İki yıldır beyninde oluşan tümörlerle savaşıyordu. Hiç sesini çıkarmadan, yakınmadan ard arda ameliyatlar oldu. Bu ameliyatlardan umutluydu. Her zaman olduğu gibi güçlü görünüyordu amma her şeyi bilen bir insan olarak gerçekten güçlümüydü? ..
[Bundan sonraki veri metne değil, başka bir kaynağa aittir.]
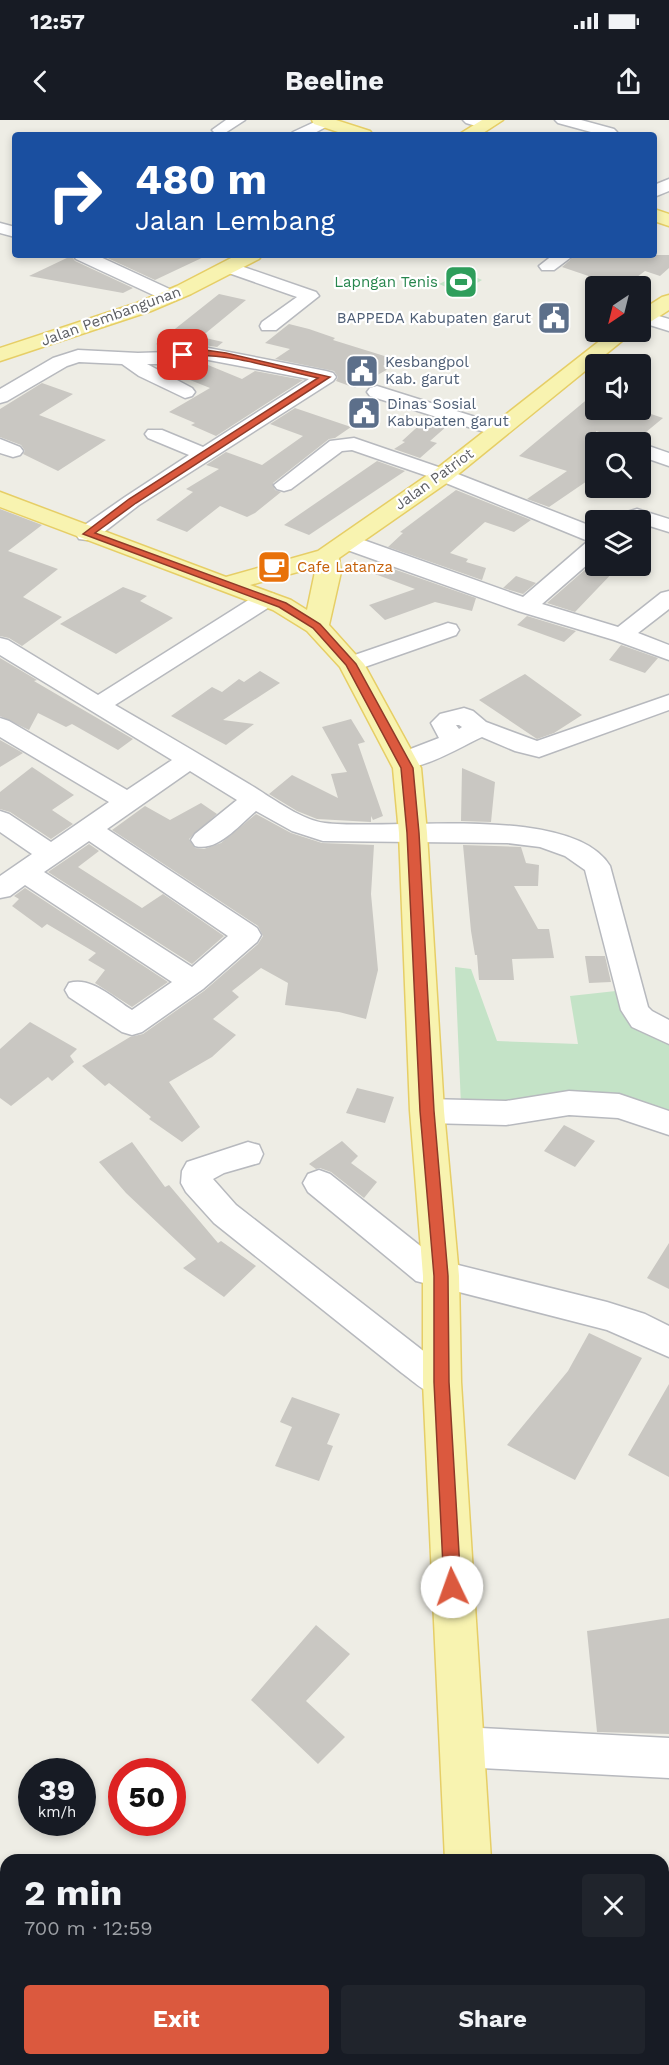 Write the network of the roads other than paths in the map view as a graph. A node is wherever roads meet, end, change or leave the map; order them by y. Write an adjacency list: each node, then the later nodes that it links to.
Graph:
1 (237, 120): 7 (street)
2 (495, 120): 5 (main road)
3 (563, 120): 6 (street)
4 (323, 121): 8 (street); 9 (main road)
5 (473, 124): 10 (main road)
6 (614, 124)
7 (220, 130)
8 (303, 132)
9 (355, 132)
10 (457, 132)
11 (88, 258): 15 (street)
12 (560, 258): 14 (street)
13 (232, 261): 15 (main road, Jalan Pembangunan); 20 (street)
14 (548, 266)
15 (165, 294): 21 (main road, Jalan Pembangunan)
16 (669, 301): 17 (main road)
17 (651, 313)
18 (651, 321): 19 (street)
19 (669, 325)
20 (269, 326)
21 (40, 338): 23 (main road, Jalan Pembangunan); 24 (main road, Jalan Pembangunan); 25 (street)
22 (610, 342): 30 (main road, Jalan Patriot)
23 (0, 347)
24 (0, 355)
25 (67, 359): 26 (street); 29 (street)
26 (127, 359): 27 (street); 33 (street)
27 (185, 392)
28 (377, 392): 30 (street)
29 (0, 397)
30 (496, 430): 35 (main road, Jalan Patriot)
31 (155, 434): 33 (street)
32 (651, 453): 34 (street)
33 (206, 455): 41 (street)
34 (669, 460)
35 (443, 475): 36 (street); 40 (street); 42 (main road, Jalan Patriot)
36 (284, 485)
37 (0, 499): 41 (main road)
38 (651, 519): 39 (street)
39 (669, 526)
40 (585, 532)
41 (87, 534): 44 (main road)
42 (337, 549): 44 (main road, Jalan Patriot); 47 (street); 48 (main road)
43 (585, 555): 47 (street)
44 (226, 584): 46 (main road)
45 (669, 598): 50 (street)
46 (266, 599): 48 (main road); 55 (street)
47 (526, 606): 50 (street)
48 (316, 626): 53 (main road)
49 (448, 630): 53 (street)
50 (622, 635): 52 (street)
51 (0, 645): 55 (street)
52 (669, 653)
53 (351, 664): 58 (main road)
54 (669, 702): 58 (street)
55 (100, 704): 57 (street)
56 (0, 726): 60 (street)
57 (189, 760): 59 (street); 60 (street)
58 (404, 761): 63 (main road)
59 (255, 799): 63 (street); 64 (street)
60 (128, 802): 62 (street)
61 (0, 820): 65 (street)
62 (89, 829): 65 (street); 68 (street)
63 (413, 833): 70 (street); 71 (main road)
64 (204, 840)
65 (52, 855): 66 (street)
66 (27, 873): 67 (street); 68 (street)
67 (0, 889)
68 (193, 982): 69 (street)
69 (79, 990)
70 (669, 1033)
71 (427, 1111): 72 (street); 75 (main road)
72 (669, 1123)
73 (248, 1154): 77 (street)
74 (319, 1183): 75 (street)
75 (441, 1276): 76 (street); 77 (main road)
76 (669, 1342)
77 (442, 1382): 78 (main road)
78 (461, 1747): 79 (street); 80 (main road)
79 (669, 1758)
80 (468, 1854)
Kardeşi İnci Asena ona bir bebek gibi baktı. Her zaman sevdikleriyle bir araya getirmek için fırsatlar yarattı. En son Duygu’nun doğum günü olan 19 Nisan günü yakın arkadaşlarını ve sevenlerini toplayarak ona doğum günü partisi yaptı. Bugüne kadar yaşadığım en hazin doğum günüydü. Çünkü bunun Duygu’nun son doğum günü partisi olacağını orada bulunan herkes tahmin ediyor ve buruk bir sevinç yaşıyordu. Duygu’ya gülücükler dağıtırken biz bize kalınca ağlamaklı oluyorduk. O güçlü kadın, o hep yüzü gülen kadın, o dünya güzeli kadın, yediği kortizon iğneleriyle şişmiş ve hala bizlere gülümsüyordu.

O gün, tüm sevdikleri oradaydı. Hepimiz ona sarılıp öptük. İyi dileklerimizi sunduk. Nebil Özgentürk’ün Duygu için hazırladığı belgeseli izledik. Ödüller verildi. Adına yarışma düzenleneceği haberiyle mutlu oldu.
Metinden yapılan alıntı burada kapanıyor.